--- Records shown ---

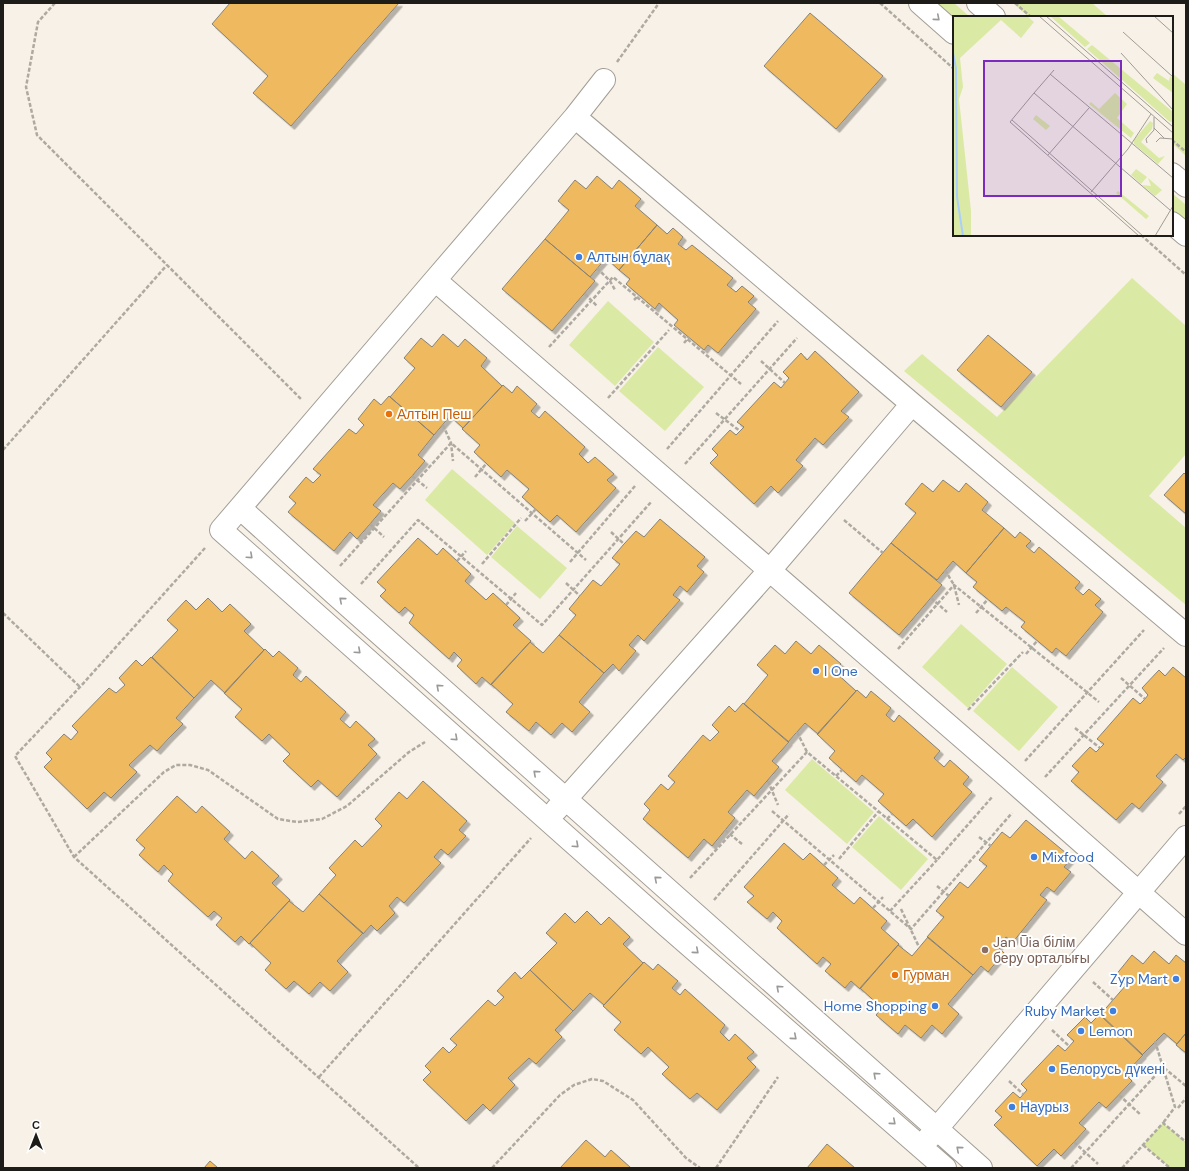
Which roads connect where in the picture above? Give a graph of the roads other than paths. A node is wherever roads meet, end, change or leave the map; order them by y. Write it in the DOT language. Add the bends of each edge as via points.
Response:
graph roads {
  1 [pos="920,3"];
  2 [pos="978,3"];
  3 [pos="993,16"];
  4 [pos="953,32"];
  5 [pos="604,80"];
  6 [pos="575,117"];
  7 [pos="1173,175"];
  8 [pos="1186,186"];
  9 [pos="1173,224"];
  10 [pos="1186,235"];
  11 [pos="435,280"];
  12 [pos="912,404"];
  13 [pos="240,508"];
  14 [pos="769,570"];
  15 [pos="1183,633"];
  16 [pos="565,799"];
  17 [pos="547,820"];
  18 [pos="1186,837"];
  19 [pos="1138,892"];
  20 [pos="686,905"];
  21 [pos="667,926"];
  22 [pos="1186,934"];
  23 [pos="936,1129"];
  24 [pos="921,1147"];
  25 [pos="945,1168"];
  26 [pos="981,1168"];
  1 -- 4 [label="main road, one-way"];
  2 -- 3 [label="main road"];
  5 -- 6 [label="main road"];
  6 -- 11 [label="main road"];
  6 -- 12 [label="main road"];
  7 -- 8 [label="main road"];
  9 -- 10 [label="main road"];
  11 -- 13 [label="main road"];
  11 -- 14 [label="main road"];
  12 -- 14 [label="main road"];
  12 -- 15 [label="main road"];
  16 -- 13 [label="main road, one-way"];
  13 -- 17 [label="main road, one-way" via="221,530"];
  14 -- 16 [label="main road"];
  14 -- 19 [label="main road"];
  16 -- 17 [label="main road"];
  20 -- 16 [label="main road, one-way"];
  17 -- 21 [label="main road, one-way"];
  18 -- 19 [label="main road"];
  19 -- 22 [label="main road"];
  19 -- 23 [label="main road"];
  20 -- 21 [label="main road"];
  23 -- 20 [label="main road, one-way"];
  21 -- 24 [label="main road, one-way"];
  23 -- 24 [label="main road"];
  26 -- 23 [label="main road, one-way"];
  24 -- 25 [label="main road"];
}
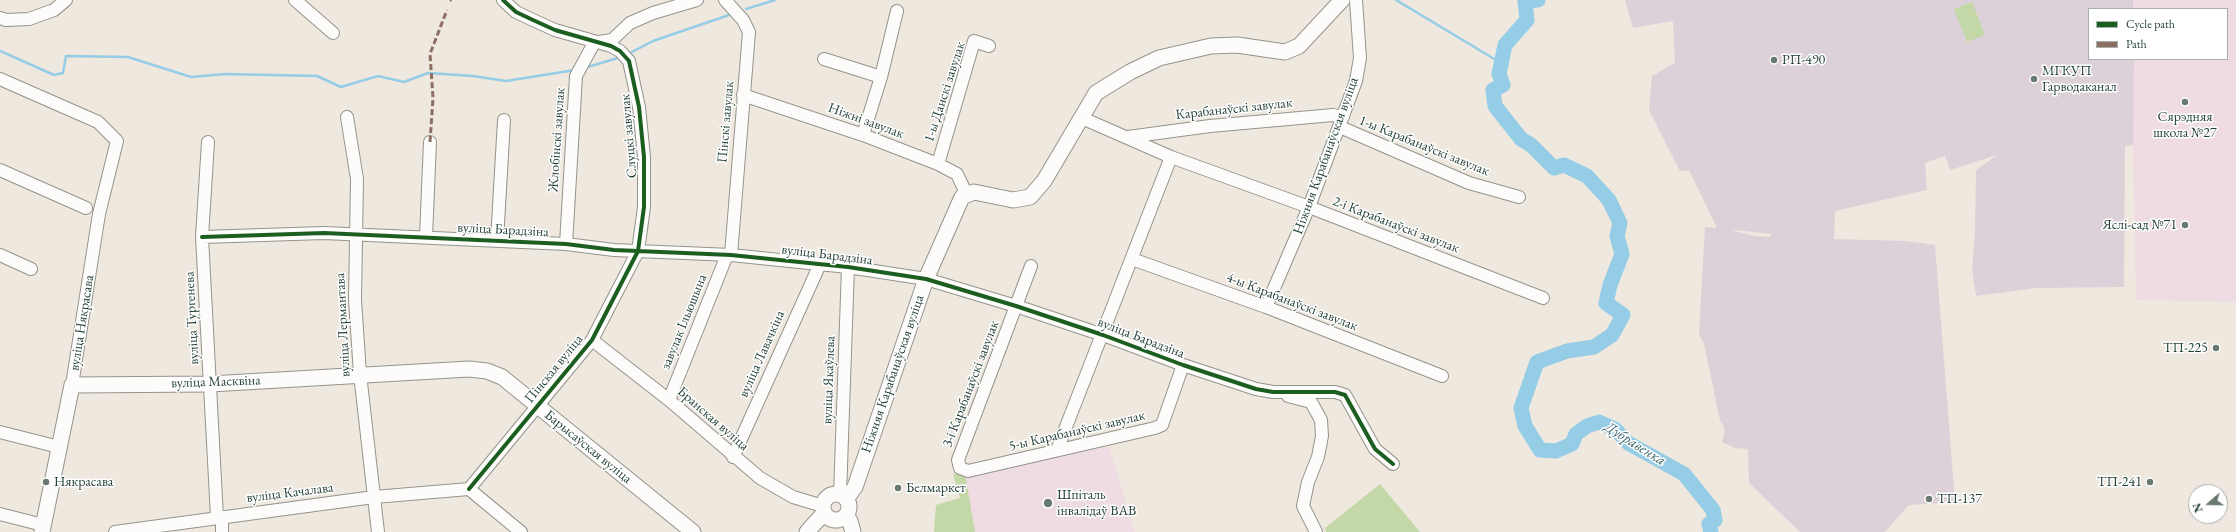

---

What is expected →
Wherever a line in the records contains the word "graph", copy that line.

Solution →
Which roads connect where in the picture above? Give a graph of the roads other than paths. A node is wherever roads meet, end, change or leave the map; order them by y. Write it in the DOT language. Add the bends of each edge as via points.
graph roads {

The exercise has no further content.